(Saved data entries)
========
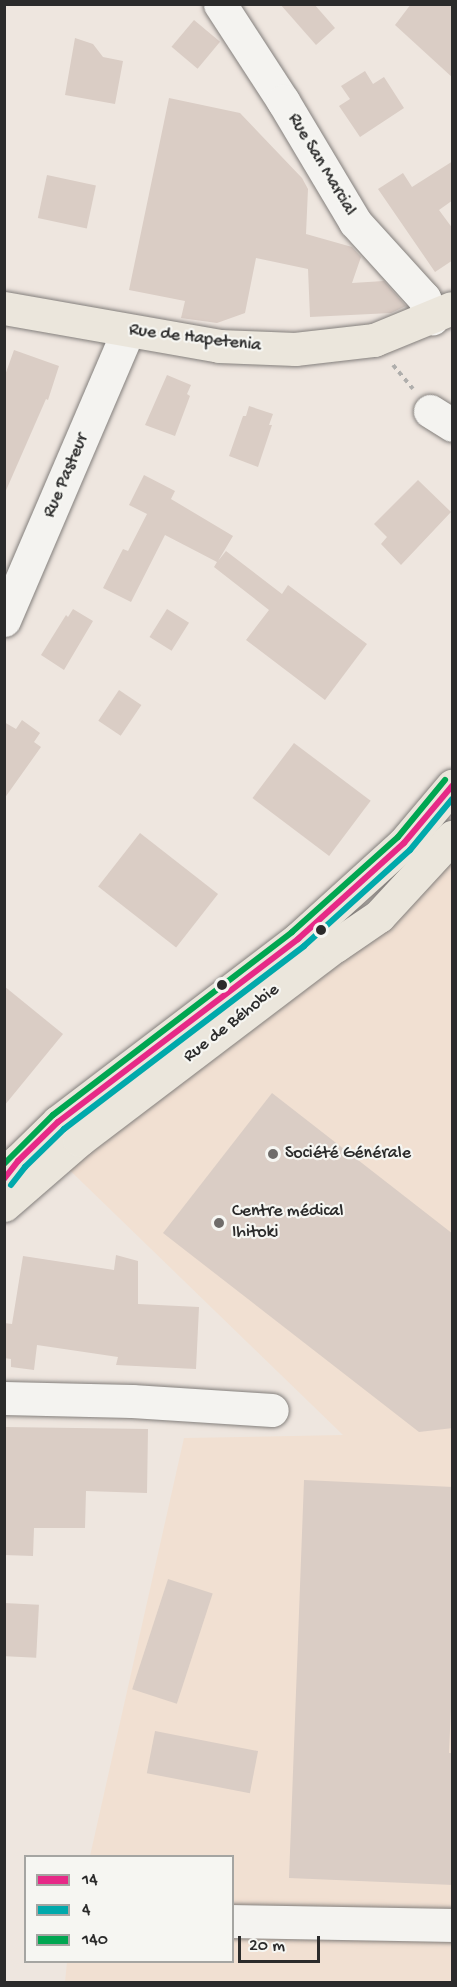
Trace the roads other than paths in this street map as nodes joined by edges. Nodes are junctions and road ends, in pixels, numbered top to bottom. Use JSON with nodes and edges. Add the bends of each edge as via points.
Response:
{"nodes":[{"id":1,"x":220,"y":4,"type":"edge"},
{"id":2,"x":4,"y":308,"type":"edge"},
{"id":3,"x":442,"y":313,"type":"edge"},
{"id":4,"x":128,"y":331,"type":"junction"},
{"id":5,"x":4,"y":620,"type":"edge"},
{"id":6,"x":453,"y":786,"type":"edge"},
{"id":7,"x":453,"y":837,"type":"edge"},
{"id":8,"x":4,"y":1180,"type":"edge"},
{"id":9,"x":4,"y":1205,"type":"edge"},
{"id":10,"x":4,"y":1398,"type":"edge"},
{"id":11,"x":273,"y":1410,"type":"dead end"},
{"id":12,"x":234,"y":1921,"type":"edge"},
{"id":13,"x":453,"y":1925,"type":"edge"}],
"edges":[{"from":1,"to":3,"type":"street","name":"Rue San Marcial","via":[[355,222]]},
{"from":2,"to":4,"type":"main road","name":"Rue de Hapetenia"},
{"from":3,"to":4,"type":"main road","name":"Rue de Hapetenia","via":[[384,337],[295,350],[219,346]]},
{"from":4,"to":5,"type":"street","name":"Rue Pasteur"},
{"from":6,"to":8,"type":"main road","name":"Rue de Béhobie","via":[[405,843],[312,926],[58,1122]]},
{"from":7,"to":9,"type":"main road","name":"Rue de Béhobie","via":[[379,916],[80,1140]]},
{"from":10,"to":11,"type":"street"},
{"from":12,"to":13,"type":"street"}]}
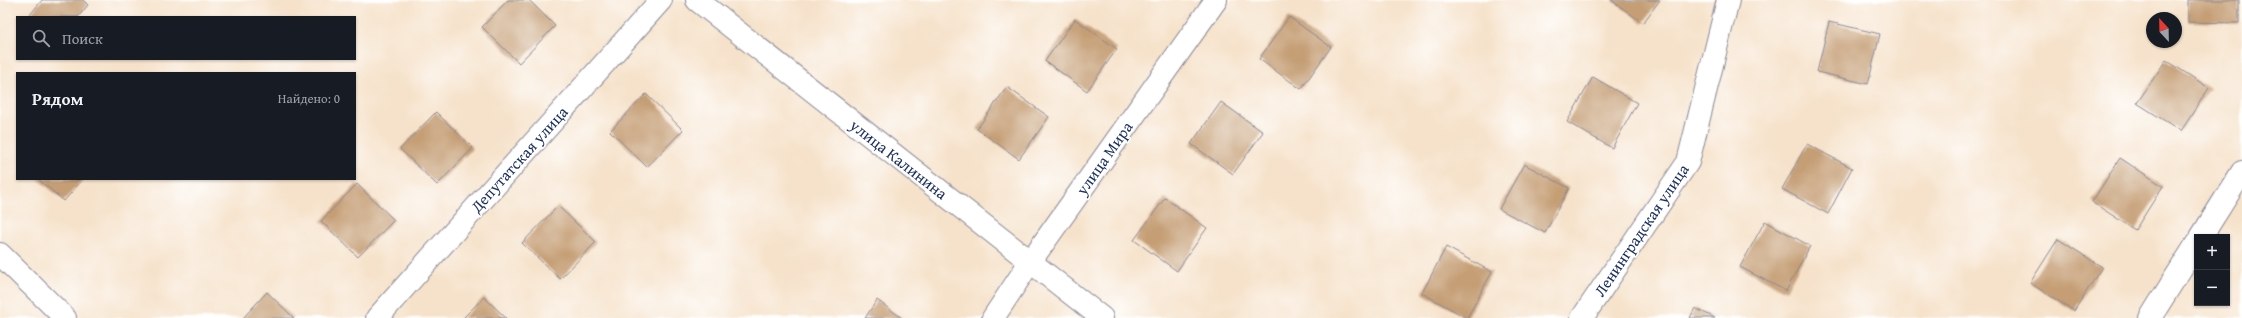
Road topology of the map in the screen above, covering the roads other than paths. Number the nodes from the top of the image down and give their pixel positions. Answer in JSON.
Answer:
========
### Work task
Search the entries above for "paths". Show every line that has it.

### Response to this exercise
Trace the roads other than paths in this street map as nodes joined by edges. Nodes are junctions and road ends, in pixels, numbered top to bottom. Use JSON with nodes and edges. Add the bends of each edge as via points.
Road topology of the map in the screen above, covering the roads other than paths. Number the nodes from the top of the image down and give their pixel positions. Answer in JSON.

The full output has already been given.